Dewi Aegle yang mendengar sedikit keributan di luar gudang segera keluar dan melihat keadaan di luar gudang. Dia sedikit terkejut saat keluar dan melihat banyak sekali Healer dan Nymph yang sudah mengepung gudang---menurut penglihatan dan asumsinya. Dia segera melirik Klevance yang berada tepat di sampingnya, “Klevance, mengapa banyak sekali Healer dan Nymph yang berdatangan dan mengepung gudang? Apa kita sudah ketahuan?” bisiknya dengan Klevance.
Klevance menggeleng pelan, “Tidak, maksudku belum. Tapi mungkin akan, jika kau terus bersikap mencurigakan seperti ini. Diamlah sebentar, Aegle!” Klevance balas membisik Dewi Aegle dan memintanya untuk bersikap normal seperti biasa agar tidak dicurigai.
Klevance melirik Dewi Aegle untuk memberikan isyarat kepadanya untuk diam dan mengikutinya saja bersama para Healer dan juga para Nymph dengan tenang. Klevance dan Dewi Aegle segera meninggalkan gudang, Klevance tidak lupa untuk menggembok kembali gudang tersebut.

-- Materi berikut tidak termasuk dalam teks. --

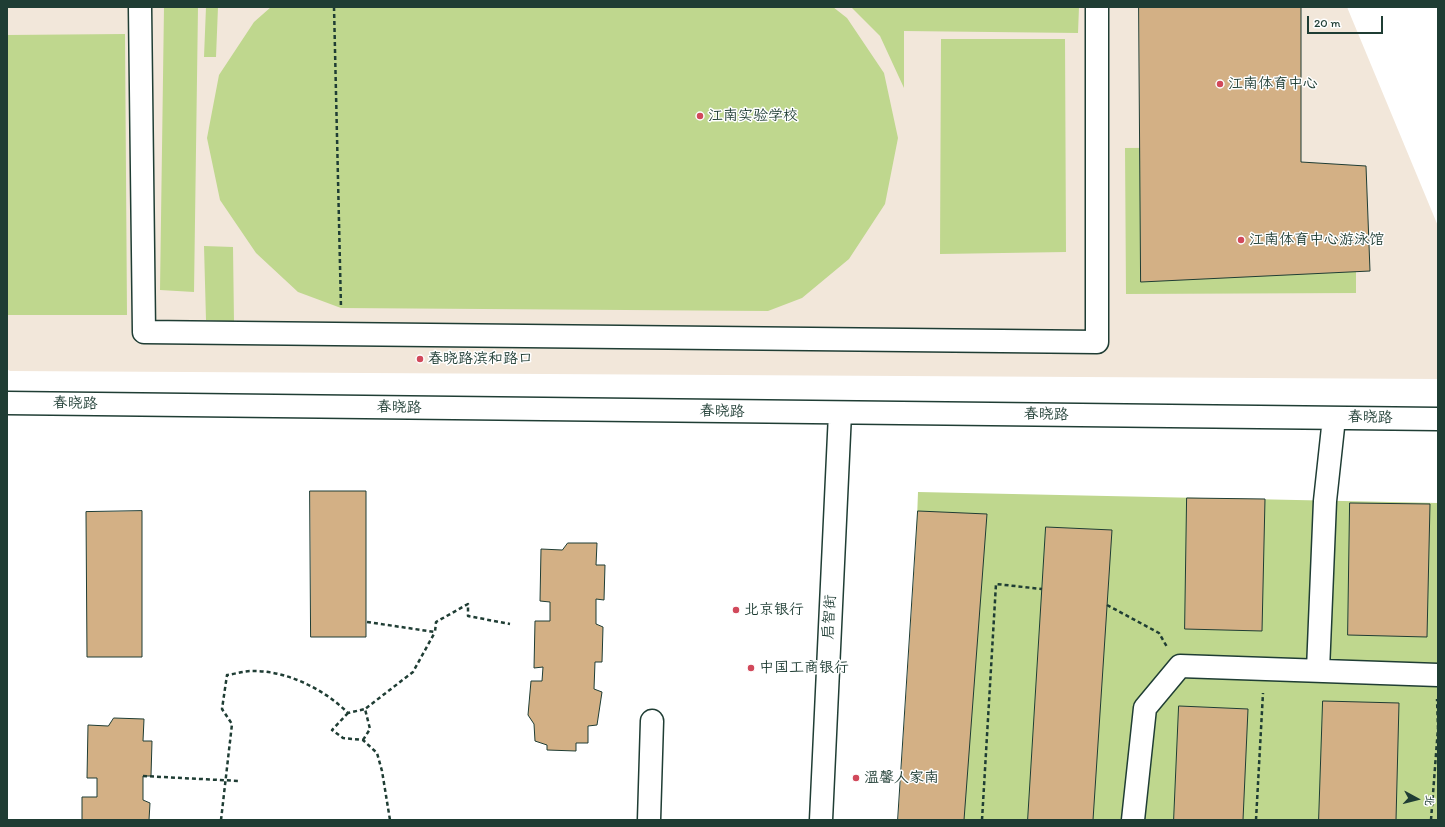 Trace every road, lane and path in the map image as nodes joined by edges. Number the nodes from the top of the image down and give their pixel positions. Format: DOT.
graph roads {
  1 [pos="140,7"];
  2 [pos="334,7"];
  3 [pos="1097,7"];
  4 [pos="341,308"];
  5 [pos="7,403"];
  6 [pos="840,414"];
  7 [pos="1334,418"];
  8 [pos="1438,419"];
  9 [pos="1042,589"];
  10 [pos="1107,605"];
  11 [pos="366,622"];
  12 [pos="510,624"];
  13 [pos="435,632"];
  14 [pos="1180,666"];
  15 [pos="1264,668"];
  16 [pos="1318,670"];
  17 [pos="1437,674"];
  18 [pos="365,709"];
  19 [pos="348,713"];
  20 [pos="652,721"];
  21 [pos="1438,728"];
  22 [pos="363,740"];
  23 [pos="143,776"];
  24 [pos="239,781"];
  25 [pos="221,820"];
  26 [pos="390,820"];
  27 [pos="649,820"];
  28 [pos="821,820"];
  29 [pos="982,820"];
  30 [pos="1133,820"];
  31 [pos="1256,820"];
  32 [pos="1431,820"];
  1 -- 3 [label="street"];
  2 -- 4 [label="path"];
  5 -- 6 [label="street, 春晓路"];
  6 -- 7 [label="street, 春晓路"];
  6 -- 28 [label="street, 启智街"];
  7 -- 8 [label="street, 春晓路"];
  7 -- 16 [label="street"];
  9 -- 29 [label="path"];
  10 -- 14 [label="path"];
  11 -- 13 [label="path"];
  12 -- 13 [label="path"];
  13 -- 18 [label="path"];
  14 -- 15 [label="street"];
  14 -- 30 [label="street"];
  15 -- 16 [label="street"];
  15 -- 31 [label="path"];
  16 -- 17 [label="street"];
  17 -- 21 [label="path"];
  18 -- 19 [label="path"];
  18 -- 22 [label="path"];
  19 -- 22 [label="path"];
  19 -- 25 [label="path"];
  20 -- 27 [label="street"];
  21 -- 32 [label="path"];
  22 -- 26 [label="path"];
  23 -- 24 [label="path"];
}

Saat sedang menggembok, Klevance memberikan sebuah pesan agar Lucifer itu bersikap tenang dan menunggunya kembali melalui telepati Bangsa Kegelapan. Lucifer itu diam saja dan Klevance tidak tahu apakah telepatinya berhasil atau tidak, karena ini kali pertamanya mencoba bertelepati dengan kaum Bangsa Kegelapan.
Tapi dia tidak punya banyak waktu dan juga bukan dalam keadaan yang bisa memastikan hal itu, dia pun segera berbalik arah dan menuju ke ruang tamu Istana Orava bersama yang lainnya.
Dalam perjalanan menuju ruang tamu Istana Orava, Dewi Aegle kembali bertanya kepada Klevance mengenai situasi saat ini. “Sebenarnya apa yang sedang terjadi saat ini, Klevance? Mengapa banyak sekali Healer dan Nymph di depan gudang? Dan untuk apa kita kembali ke Istana Orava sekarang?”
Klevance malas dengan sifat ingin tahu dan keras kepalanya Dewi Aegle. Bukankah sudah dirinya katakan sebelumnya untuk tetap diam dan ikuti saja dia dengan tenang? Tapi tetap saja Dewi Aegle menghujaninya dengan banyak sekali pertanyaan. Klevance menghelakan napas berat. Dia memutar bola matanya malas.
“Ratu Larissa datang ke Istana Oravamu. Dia berada di ruang tamu utama saat ini, dan kita akan menemuinya sebentar lagi,” tukas Klevance singkat dan dengan nada datar.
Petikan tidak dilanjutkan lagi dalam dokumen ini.